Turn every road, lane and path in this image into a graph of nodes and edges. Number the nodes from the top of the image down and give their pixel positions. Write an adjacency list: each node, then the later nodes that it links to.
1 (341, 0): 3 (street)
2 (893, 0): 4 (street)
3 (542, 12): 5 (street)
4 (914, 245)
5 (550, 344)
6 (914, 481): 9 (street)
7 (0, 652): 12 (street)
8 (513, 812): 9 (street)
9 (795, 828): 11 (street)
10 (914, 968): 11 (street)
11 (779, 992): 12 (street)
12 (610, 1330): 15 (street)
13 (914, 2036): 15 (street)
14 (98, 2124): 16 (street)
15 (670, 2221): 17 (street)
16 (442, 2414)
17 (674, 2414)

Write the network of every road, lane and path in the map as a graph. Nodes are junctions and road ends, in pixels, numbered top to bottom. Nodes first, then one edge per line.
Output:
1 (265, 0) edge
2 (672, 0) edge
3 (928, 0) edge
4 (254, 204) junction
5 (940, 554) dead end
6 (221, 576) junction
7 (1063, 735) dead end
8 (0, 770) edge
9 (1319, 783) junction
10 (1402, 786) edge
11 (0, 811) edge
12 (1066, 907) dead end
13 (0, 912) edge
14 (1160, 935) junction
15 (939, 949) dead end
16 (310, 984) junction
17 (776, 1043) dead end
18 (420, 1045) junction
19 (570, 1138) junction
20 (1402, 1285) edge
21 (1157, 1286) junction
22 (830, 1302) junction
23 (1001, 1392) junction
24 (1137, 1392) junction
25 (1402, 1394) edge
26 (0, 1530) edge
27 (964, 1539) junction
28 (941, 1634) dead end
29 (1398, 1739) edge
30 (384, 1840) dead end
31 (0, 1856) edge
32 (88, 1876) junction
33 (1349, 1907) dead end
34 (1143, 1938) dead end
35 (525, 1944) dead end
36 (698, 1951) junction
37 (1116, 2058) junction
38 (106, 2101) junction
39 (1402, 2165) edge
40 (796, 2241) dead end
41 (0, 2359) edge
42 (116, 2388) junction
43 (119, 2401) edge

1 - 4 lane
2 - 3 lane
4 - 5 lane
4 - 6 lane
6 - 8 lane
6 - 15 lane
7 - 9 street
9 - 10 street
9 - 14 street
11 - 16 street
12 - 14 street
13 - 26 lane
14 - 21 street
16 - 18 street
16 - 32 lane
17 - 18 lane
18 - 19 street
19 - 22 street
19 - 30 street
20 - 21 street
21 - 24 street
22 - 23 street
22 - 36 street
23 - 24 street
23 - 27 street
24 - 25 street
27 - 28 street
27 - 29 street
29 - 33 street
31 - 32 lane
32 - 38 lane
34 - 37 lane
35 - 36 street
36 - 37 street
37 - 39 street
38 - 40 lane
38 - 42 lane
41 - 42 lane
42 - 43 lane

### Task requirements
Give back every entry, word for word.

### Written response
Turn every road, lane and path in this image into a graph of nodes and edges. Number the nodes from the top of the image down and give their pixel positions. Write an adjacency list: each node, then the later nodes that it links to.
1 (341, 0): 3 (street)
2 (893, 0): 4 (street)
3 (542, 12): 5 (street)
4 (914, 245)
5 (550, 344)
6 (914, 481): 9 (street)
7 (0, 652): 12 (street)
8 (513, 812): 9 (street)
9 (795, 828): 11 (street)
10 (914, 968): 11 (street)
11 (779, 992): 12 (street)
12 (610, 1330): 15 (street)
13 (914, 2036): 15 (street)
14 (98, 2124): 16 (street)
15 (670, 2221): 17 (street)
16 (442, 2414)
17 (674, 2414)

Write the network of every road, lane and path in the map as a graph. Nodes are junctions and road ends, in pixels, numbered top to bottom. Nodes first, then one edge per line.
Output:
1 (265, 0) edge
2 (672, 0) edge
3 (928, 0) edge
4 (254, 204) junction
5 (940, 554) dead end
6 (221, 576) junction
7 (1063, 735) dead end
8 (0, 770) edge
9 (1319, 783) junction
10 (1402, 786) edge
11 (0, 811) edge
12 (1066, 907) dead end
13 (0, 912) edge
14 (1160, 935) junction
15 (939, 949) dead end
16 (310, 984) junction
17 (776, 1043) dead end
18 (420, 1045) junction
19 (570, 1138) junction
20 (1402, 1285) edge
21 (1157, 1286) junction
22 (830, 1302) junction
23 (1001, 1392) junction
24 (1137, 1392) junction
25 (1402, 1394) edge
26 (0, 1530) edge
27 (964, 1539) junction
28 (941, 1634) dead end
29 (1398, 1739) edge
30 (384, 1840) dead end
31 (0, 1856) edge
32 (88, 1876) junction
33 (1349, 1907) dead end
34 (1143, 1938) dead end
35 (525, 1944) dead end
36 (698, 1951) junction
37 (1116, 2058) junction
38 (106, 2101) junction
39 (1402, 2165) edge
40 (796, 2241) dead end
41 (0, 2359) edge
42 (116, 2388) junction
43 (119, 2401) edge

1 - 4 lane
2 - 3 lane
4 - 5 lane
4 - 6 lane
6 - 8 lane
6 - 15 lane
7 - 9 street
9 - 10 street
9 - 14 street
11 - 16 street
12 - 14 street
13 - 26 lane
14 - 21 street
16 - 18 street
16 - 32 lane
17 - 18 lane
18 - 19 street
19 - 22 street
19 - 30 street
20 - 21 street
21 - 24 street
22 - 23 street
22 - 36 street
23 - 24 street
23 - 27 street
24 - 25 street
27 - 28 street
27 - 29 street
29 - 33 street
31 - 32 lane
32 - 38 lane
34 - 37 lane
35 - 36 street
36 - 37 street
37 - 39 street
38 - 40 lane
38 - 42 lane
41 - 42 lane
42 - 43 lane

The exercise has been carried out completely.